● Stored data:
........

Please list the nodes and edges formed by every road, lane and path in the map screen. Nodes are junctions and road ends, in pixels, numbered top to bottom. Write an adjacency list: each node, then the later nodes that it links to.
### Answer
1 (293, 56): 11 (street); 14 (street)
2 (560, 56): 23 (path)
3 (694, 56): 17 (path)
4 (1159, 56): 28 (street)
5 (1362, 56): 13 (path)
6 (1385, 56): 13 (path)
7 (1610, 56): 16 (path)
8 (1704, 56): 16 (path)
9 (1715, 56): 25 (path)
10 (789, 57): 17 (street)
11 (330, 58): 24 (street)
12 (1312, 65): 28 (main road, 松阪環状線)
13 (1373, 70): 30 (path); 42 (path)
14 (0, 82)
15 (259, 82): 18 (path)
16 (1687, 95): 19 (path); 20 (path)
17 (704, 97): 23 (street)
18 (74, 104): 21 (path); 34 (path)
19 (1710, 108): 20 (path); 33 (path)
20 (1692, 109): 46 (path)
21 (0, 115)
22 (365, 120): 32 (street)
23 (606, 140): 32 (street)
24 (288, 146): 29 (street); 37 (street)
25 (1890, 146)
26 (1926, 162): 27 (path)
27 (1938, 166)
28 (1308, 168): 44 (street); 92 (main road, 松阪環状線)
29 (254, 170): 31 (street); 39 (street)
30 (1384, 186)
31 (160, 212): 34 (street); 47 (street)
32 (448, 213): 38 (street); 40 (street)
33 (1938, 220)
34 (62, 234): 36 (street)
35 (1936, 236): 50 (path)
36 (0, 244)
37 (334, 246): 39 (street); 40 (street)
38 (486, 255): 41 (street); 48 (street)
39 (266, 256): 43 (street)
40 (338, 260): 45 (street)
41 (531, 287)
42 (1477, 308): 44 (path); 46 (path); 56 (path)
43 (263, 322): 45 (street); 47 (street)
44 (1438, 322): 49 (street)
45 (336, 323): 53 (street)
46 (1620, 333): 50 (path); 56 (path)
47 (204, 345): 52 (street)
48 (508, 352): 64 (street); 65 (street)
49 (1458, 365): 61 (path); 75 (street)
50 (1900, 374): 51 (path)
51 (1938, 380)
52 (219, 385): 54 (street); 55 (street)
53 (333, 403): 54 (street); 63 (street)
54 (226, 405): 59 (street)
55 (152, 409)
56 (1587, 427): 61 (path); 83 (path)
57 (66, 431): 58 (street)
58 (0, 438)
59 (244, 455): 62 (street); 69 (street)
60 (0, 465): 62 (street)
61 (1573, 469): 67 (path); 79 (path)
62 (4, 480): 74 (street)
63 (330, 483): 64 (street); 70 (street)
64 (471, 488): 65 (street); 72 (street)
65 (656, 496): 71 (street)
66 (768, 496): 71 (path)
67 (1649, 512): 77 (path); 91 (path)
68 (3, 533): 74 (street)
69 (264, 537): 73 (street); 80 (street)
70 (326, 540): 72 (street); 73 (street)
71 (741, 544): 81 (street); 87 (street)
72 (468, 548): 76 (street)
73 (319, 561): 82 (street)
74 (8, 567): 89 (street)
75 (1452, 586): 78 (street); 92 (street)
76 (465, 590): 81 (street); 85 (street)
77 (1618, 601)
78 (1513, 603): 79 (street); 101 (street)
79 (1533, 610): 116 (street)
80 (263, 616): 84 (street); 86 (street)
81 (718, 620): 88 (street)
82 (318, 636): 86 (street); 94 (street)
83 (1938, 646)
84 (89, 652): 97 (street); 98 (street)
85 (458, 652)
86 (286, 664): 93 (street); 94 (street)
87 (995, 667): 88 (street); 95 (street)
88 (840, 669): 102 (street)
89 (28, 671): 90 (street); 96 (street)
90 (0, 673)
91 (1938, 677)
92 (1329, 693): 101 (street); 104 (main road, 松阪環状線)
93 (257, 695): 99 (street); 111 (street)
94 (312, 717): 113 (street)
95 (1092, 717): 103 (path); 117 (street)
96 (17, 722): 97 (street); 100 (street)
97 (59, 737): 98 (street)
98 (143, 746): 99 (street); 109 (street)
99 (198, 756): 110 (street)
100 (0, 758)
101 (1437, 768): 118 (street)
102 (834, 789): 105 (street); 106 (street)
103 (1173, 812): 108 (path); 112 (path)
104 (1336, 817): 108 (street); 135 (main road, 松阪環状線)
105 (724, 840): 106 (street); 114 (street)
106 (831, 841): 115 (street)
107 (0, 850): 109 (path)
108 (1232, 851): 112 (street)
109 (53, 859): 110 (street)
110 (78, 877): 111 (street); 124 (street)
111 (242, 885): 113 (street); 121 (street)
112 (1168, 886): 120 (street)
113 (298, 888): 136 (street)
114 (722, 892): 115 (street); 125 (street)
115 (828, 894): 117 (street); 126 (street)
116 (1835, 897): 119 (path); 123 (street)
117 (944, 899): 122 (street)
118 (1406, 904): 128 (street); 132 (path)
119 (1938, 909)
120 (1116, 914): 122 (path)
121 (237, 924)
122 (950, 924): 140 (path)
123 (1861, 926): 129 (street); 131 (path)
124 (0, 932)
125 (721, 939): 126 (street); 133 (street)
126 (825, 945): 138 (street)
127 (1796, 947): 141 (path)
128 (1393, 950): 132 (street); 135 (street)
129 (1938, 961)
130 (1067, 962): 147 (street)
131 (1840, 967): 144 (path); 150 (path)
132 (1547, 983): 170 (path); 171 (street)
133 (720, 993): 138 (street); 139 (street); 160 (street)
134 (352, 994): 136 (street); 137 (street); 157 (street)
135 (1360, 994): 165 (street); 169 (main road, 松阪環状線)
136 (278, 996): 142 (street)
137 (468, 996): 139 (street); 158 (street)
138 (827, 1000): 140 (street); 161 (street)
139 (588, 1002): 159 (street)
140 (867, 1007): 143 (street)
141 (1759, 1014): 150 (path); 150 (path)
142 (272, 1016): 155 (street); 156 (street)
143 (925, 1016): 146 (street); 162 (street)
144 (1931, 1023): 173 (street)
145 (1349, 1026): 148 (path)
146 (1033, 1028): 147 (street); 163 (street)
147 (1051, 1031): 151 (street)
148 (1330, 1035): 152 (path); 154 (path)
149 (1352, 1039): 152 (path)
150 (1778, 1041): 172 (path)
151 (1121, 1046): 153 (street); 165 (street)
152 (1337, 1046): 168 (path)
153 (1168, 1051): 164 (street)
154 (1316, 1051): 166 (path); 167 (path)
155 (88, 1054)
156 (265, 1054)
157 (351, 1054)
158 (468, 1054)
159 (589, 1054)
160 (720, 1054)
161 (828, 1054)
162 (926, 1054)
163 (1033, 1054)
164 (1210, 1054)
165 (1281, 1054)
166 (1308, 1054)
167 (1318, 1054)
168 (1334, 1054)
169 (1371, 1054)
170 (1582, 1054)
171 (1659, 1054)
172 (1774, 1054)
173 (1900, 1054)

........

● Your task: Each record should be repeated in full, exactly as it is written.

● Completed task:
Please list the nodes and edges formed by every road, lane and path in the map screen. Nodes are junctions and road ends, in pixels, numbered top to bottom. Write an adjacency list: each node, then the later nodes that it links to.
### Answer
1 (293, 56): 11 (street); 14 (street)
2 (560, 56): 23 (path)
3 (694, 56): 17 (path)
4 (1159, 56): 28 (street)
5 (1362, 56): 13 (path)
6 (1385, 56): 13 (path)
7 (1610, 56): 16 (path)
8 (1704, 56): 16 (path)
9 (1715, 56): 25 (path)
10 (789, 57): 17 (street)
11 (330, 58): 24 (street)
12 (1312, 65): 28 (main road, 松阪環状線)
13 (1373, 70): 30 (path); 42 (path)
14 (0, 82)
15 (259, 82): 18 (path)
16 (1687, 95): 19 (path); 20 (path)
17 (704, 97): 23 (street)
18 (74, 104): 21 (path); 34 (path)
19 (1710, 108): 20 (path); 33 (path)
20 (1692, 109): 46 (path)
21 (0, 115)
22 (365, 120): 32 (street)
23 (606, 140): 32 (street)
24 (288, 146): 29 (street); 37 (street)
25 (1890, 146)
26 (1926, 162): 27 (path)
27 (1938, 166)
28 (1308, 168): 44 (street); 92 (main road, 松阪環状線)
29 (254, 170): 31 (street); 39 (street)
30 (1384, 186)
31 (160, 212): 34 (street); 47 (street)
32 (448, 213): 38 (street); 40 (street)
33 (1938, 220)
34 (62, 234): 36 (street)
35 (1936, 236): 50 (path)
36 (0, 244)
37 (334, 246): 39 (street); 40 (street)
38 (486, 255): 41 (street); 48 (street)
39 (266, 256): 43 (street)
40 (338, 260): 45 (street)
41 (531, 287)
42 (1477, 308): 44 (path); 46 (path); 56 (path)
43 (263, 322): 45 (street); 47 (street)
44 (1438, 322): 49 (street)
45 (336, 323): 53 (street)
46 (1620, 333): 50 (path); 56 (path)
47 (204, 345): 52 (street)
48 (508, 352): 64 (street); 65 (street)
49 (1458, 365): 61 (path); 75 (street)
50 (1900, 374): 51 (path)
51 (1938, 380)
52 (219, 385): 54 (street); 55 (street)
53 (333, 403): 54 (street); 63 (street)
54 (226, 405): 59 (street)
55 (152, 409)
56 (1587, 427): 61 (path); 83 (path)
57 (66, 431): 58 (street)
58 (0, 438)
59 (244, 455): 62 (street); 69 (street)
60 (0, 465): 62 (street)
61 (1573, 469): 67 (path); 79 (path)
62 (4, 480): 74 (street)
63 (330, 483): 64 (street); 70 (street)
64 (471, 488): 65 (street); 72 (street)
65 (656, 496): 71 (street)
66 (768, 496): 71 (path)
67 (1649, 512): 77 (path); 91 (path)
68 (3, 533): 74 (street)
69 (264, 537): 73 (street); 80 (street)
70 (326, 540): 72 (street); 73 (street)
71 (741, 544): 81 (street); 87 (street)
72 (468, 548): 76 (street)
73 (319, 561): 82 (street)
74 (8, 567): 89 (street)
75 (1452, 586): 78 (street); 92 (street)
76 (465, 590): 81 (street); 85 (street)
77 (1618, 601)
78 (1513, 603): 79 (street); 101 (street)
79 (1533, 610): 116 (street)
80 (263, 616): 84 (street); 86 (street)
81 (718, 620): 88 (street)
82 (318, 636): 86 (street); 94 (street)
83 (1938, 646)
84 (89, 652): 97 (street); 98 (street)
85 (458, 652)
86 (286, 664): 93 (street); 94 (street)
87 (995, 667): 88 (street); 95 (street)
88 (840, 669): 102 (street)
89 (28, 671): 90 (street); 96 (street)
90 (0, 673)
91 (1938, 677)
92 (1329, 693): 101 (street); 104 (main road, 松阪環状線)
93 (257, 695): 99 (street); 111 (street)
94 (312, 717): 113 (street)
95 (1092, 717): 103 (path); 117 (street)
96 (17, 722): 97 (street); 100 (street)
97 (59, 737): 98 (street)
98 (143, 746): 99 (street); 109 (street)
99 (198, 756): 110 (street)
100 (0, 758)
101 (1437, 768): 118 (street)
102 (834, 789): 105 (street); 106 (street)
103 (1173, 812): 108 (path); 112 (path)
104 (1336, 817): 108 (street); 135 (main road, 松阪環状線)
105 (724, 840): 106 (street); 114 (street)
106 (831, 841): 115 (street)
107 (0, 850): 109 (path)
108 (1232, 851): 112 (street)
109 (53, 859): 110 (street)
110 (78, 877): 111 (street); 124 (street)
111 (242, 885): 113 (street); 121 (street)
112 (1168, 886): 120 (street)
113 (298, 888): 136 (street)
114 (722, 892): 115 (street); 125 (street)
115 (828, 894): 117 (street); 126 (street)
116 (1835, 897): 119 (path); 123 (street)
117 (944, 899): 122 (street)
118 (1406, 904): 128 (street); 132 (path)
119 (1938, 909)
120 (1116, 914): 122 (path)
121 (237, 924)
122 (950, 924): 140 (path)
123 (1861, 926): 129 (street); 131 (path)
124 (0, 932)
125 (721, 939): 126 (street); 133 (street)
126 (825, 945): 138 (street)
127 (1796, 947): 141 (path)
128 (1393, 950): 132 (street); 135 (street)
129 (1938, 961)
130 (1067, 962): 147 (street)
131 (1840, 967): 144 (path); 150 (path)
132 (1547, 983): 170 (path); 171 (street)
133 (720, 993): 138 (street); 139 (street); 160 (street)
134 (352, 994): 136 (street); 137 (street); 157 (street)
135 (1360, 994): 165 (street); 169 (main road, 松阪環状線)
136 (278, 996): 142 (street)
137 (468, 996): 139 (street); 158 (street)
138 (827, 1000): 140 (street); 161 (street)
139 (588, 1002): 159 (street)
140 (867, 1007): 143 (street)
141 (1759, 1014): 150 (path); 150 (path)
142 (272, 1016): 155 (street); 156 (street)
143 (925, 1016): 146 (street); 162 (street)
144 (1931, 1023): 173 (street)
145 (1349, 1026): 148 (path)
146 (1033, 1028): 147 (street); 163 (street)
147 (1051, 1031): 151 (street)
148 (1330, 1035): 152 (path); 154 (path)
149 (1352, 1039): 152 (path)
150 (1778, 1041): 172 (path)
151 (1121, 1046): 153 (street); 165 (street)
152 (1337, 1046): 168 (path)
153 (1168, 1051): 164 (street)
154 (1316, 1051): 166 (path); 167 (path)
155 (88, 1054)
156 (265, 1054)
157 (351, 1054)
158 (468, 1054)
159 (589, 1054)
160 (720, 1054)
161 (828, 1054)
162 (926, 1054)
163 (1033, 1054)
164 (1210, 1054)
165 (1281, 1054)
166 (1308, 1054)
167 (1318, 1054)
168 (1334, 1054)
169 (1371, 1054)
170 (1582, 1054)
171 (1659, 1054)
172 (1774, 1054)
173 (1900, 1054)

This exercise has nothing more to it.